Stage 5: Build an error log

Keep a short list of the formulas you misuse, not just the ones you forget. Typical entries include:

• using a SUVAT equation when acceleration is not constant
• confusing voltage with energy transferred
• forgetting to convert centimetres to metres before using SI units
• mixing up field strength and potential
• using the wrong area or length in resistivity questions

This turns your mistakes into a personalized revision guide.

Stage 6: Revise constants with context

Do not learn constants as detached numbers. Link each one to a topic and a physical meaning:

• g belongs to weight, motion, and gravitational potential energy near Earth.
• c belongs to waves, relativity contexts, and refractive index work.
• h belongs to photons and quantum physics.
• e belongs to charge and particle processes.
• R and k belong to gas equations.

That is more reliable than trying to memorize a list of symbols in isolation.

When to revisit

Come back to this hub whenever your revision needs structure rather than more pages of notes. In practice, that usually means five moments.

• At the start of a new topic: use the topic map to see where the new equations fit into the bigger course.
• Before a topic test or mock exam: review the equations and constants for just the chapters being assessed.
• After doing past-paper questions: add missed formulas and misunderstandings to your own summary notes.
• When new subtopics appear in class: expand your equation map instead of leaving formulas scattered across notebooks.
• In final revision: use this page as a checklist for spaced recall, not passive reading.

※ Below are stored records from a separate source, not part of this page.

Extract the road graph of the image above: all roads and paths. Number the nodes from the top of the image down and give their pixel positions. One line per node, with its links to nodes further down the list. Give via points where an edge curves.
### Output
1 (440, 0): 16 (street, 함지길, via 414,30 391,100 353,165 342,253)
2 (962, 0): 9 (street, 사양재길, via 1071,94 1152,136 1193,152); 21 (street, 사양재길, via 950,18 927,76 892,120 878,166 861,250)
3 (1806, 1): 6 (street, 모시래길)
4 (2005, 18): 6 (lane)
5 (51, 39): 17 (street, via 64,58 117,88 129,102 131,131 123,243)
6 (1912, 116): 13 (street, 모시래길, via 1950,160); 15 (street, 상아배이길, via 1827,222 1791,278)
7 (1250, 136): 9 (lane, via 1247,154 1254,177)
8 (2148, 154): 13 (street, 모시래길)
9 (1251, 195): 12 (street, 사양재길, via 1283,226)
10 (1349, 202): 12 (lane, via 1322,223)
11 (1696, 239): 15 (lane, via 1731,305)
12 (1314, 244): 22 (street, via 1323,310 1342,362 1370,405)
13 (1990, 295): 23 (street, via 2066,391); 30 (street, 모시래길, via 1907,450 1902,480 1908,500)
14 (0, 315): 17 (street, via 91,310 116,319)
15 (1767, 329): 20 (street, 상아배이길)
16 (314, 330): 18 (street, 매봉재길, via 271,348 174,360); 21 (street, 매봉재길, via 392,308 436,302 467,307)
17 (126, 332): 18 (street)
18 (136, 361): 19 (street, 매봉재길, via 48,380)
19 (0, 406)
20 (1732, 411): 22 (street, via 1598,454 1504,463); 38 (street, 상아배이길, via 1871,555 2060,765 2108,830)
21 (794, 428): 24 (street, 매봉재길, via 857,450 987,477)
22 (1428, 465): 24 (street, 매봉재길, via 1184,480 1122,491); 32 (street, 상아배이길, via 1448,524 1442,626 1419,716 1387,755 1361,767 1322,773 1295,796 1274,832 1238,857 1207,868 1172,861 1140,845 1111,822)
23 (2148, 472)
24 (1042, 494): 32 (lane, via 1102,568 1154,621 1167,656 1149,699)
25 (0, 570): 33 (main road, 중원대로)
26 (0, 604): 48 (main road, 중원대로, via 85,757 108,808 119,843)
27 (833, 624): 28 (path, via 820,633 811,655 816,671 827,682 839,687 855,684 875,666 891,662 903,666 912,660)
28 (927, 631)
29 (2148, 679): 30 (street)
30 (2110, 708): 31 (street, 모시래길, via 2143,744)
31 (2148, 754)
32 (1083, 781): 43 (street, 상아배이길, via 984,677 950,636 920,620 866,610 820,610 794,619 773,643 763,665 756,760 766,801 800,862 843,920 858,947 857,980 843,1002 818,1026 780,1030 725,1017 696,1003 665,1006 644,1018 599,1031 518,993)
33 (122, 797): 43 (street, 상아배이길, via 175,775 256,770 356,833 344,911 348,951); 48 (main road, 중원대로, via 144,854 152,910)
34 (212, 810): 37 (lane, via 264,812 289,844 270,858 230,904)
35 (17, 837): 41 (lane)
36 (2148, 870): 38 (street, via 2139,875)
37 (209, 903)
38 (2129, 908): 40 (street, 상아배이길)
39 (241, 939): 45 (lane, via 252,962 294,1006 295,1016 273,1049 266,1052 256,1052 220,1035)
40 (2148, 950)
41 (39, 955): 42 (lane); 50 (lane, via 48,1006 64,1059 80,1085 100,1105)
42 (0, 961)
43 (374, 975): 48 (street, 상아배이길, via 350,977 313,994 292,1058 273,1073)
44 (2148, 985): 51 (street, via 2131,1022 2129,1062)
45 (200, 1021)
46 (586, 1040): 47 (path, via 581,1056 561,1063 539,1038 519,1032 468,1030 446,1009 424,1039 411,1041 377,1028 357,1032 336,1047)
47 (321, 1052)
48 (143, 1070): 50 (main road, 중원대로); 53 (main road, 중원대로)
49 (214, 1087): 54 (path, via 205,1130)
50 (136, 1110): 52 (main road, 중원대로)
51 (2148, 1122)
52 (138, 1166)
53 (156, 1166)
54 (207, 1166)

For a practical next step, choose one topic today and make a one-page summary with these headings: equation, symbols, units, conditions, and one worked example. Then test yourself on it tomorrow without notes. If you repeat that process across the course, this page becomes more than an a level physics formula sheet. It becomes the framework behind your exam prep.

As your course expands, this hub is also worth revisiting when you notice new overlaps between topics. Electricity links to materials through resistivity. Waves links to quantum ideas through frequency and photon energy. Mechanics links to fields through energy and force models. The more clearly you see those links, the less physics feels like a list of separate chapters and the more it starts to feel like one connected subject.